According to Vice News, the #PaintballsUpGunsDown movement first gained traction in early April. “Everywhere you go you would see a gun, but now when we started paintballing, everywhere we went we’d see a paintball,” Quinton Kisor, a founder of the movement, told VICE News. Tonight. “I’d rather get hit with a paintball than a bullet.”

Residents who participate in #PaintballsUpGunsDown believe that the game provides a much-needed opportunity for certain at-risk residents to build stronger relationships with each other in a way that can tangibly curb gun violence. This sentiment isn’t wrong. Physical activities like sports, and yes, like paintballing too, have been found to give teenagers some of the same things that they would otherwise seek out in a gang — specifically community, safety, and excitement.

“We squashed a lot of beef that was going on, cause it was a couple of dudes who really ain’t fuck with each other. When I saw them together, I knew this shit was real,” said Kisor.

Despite the positive community building outcomes, the police department isn’t amused. Chief of Police James Craig calls the paintball guns “replica firearms,” and fears that police could eventually mistake one of the toy guns for a real weapon. But as paintball battles waged, innocent bystanders were often caught in the crossfire. Last week, the Detroit police department began to make arrests related to the paintball wars.

“Police officers could be confronting someone with a replica weapon or in this case a paint gun, they may make the mistake, thinking it’s a real firearm, and feel threatened,” said Chief Craig. “There may be a deadly response to that.”

Still, Kisor and his associates say they feel that the police’s inclination to accidentally shoot innocents has nothing to do with paintball guns, or how real they may look.

“To the police it’s going to look like a real gun period, no matter what it is” said Detroit local Kendall Hayes. “It could be a water gun, to the police it’s gonna look like a real gun.”

Haye’s analysis isn’t unfounded.

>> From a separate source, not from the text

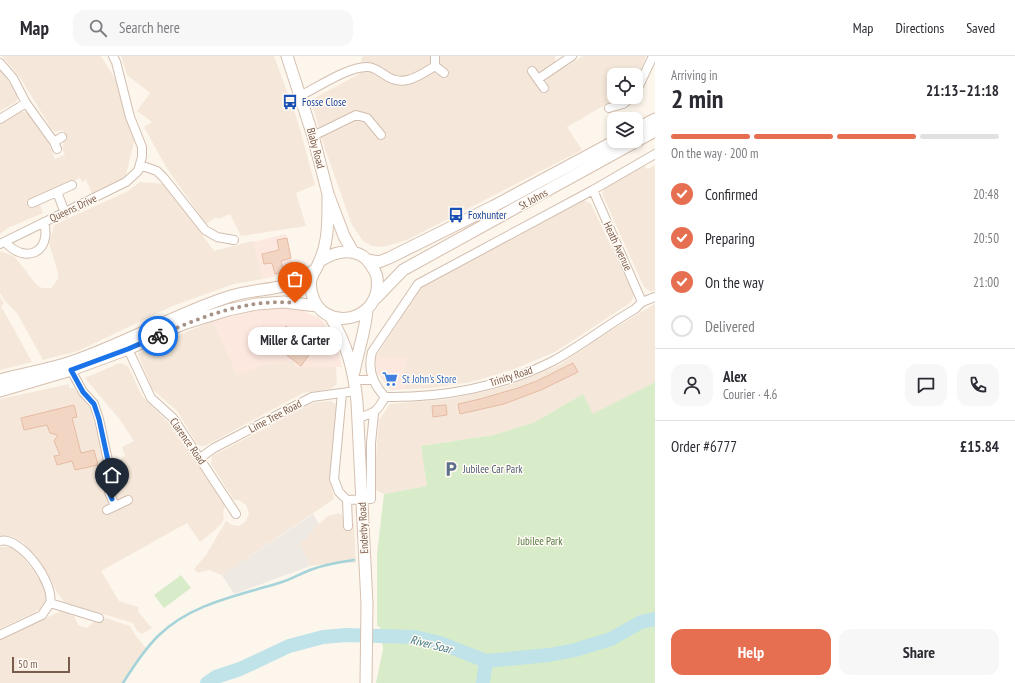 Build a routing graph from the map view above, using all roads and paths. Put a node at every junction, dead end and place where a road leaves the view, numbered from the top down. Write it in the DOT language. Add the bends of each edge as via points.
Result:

Between 1997 and 2001, about 60 percent of paintball injuries were from pellet damage, mostly to the eyes. The other 40 percent were due to injuries from overexertion. But in 95 percent of paintball related injuries, the afflicted party is treated and released with no difficulty. Conversely, the Detroit police department has an ugly history of shooting first and asking questions later.

A Michigan State Police trooper named Jerold ‘FatalForce’ Blanding was just acquitted for fatally shooting an unarmed teenager last year. In 2010, a seven-year-old girl named Ayana Jones was killed in her sleep by a stray bullet after Detroit police officers launched flash bang grenade into the wrong home and immediately opened fire. On top of the police department’s difficult history of wrongful killings, an overwhelming majority of paintball guns, with highly visible extensions meant to hold paintball pellets and compressed nitrous, make the toys easily distinguishable from ‘real’ weapons.

“They hate it, they hate us, about us being young and black,” said Kisor. “ I’d rather the city have to take the paint off the building than picking up dead bodies, any day. We already the murder capital, if we could paintball each other and don’t kill each other, what would you rather have?”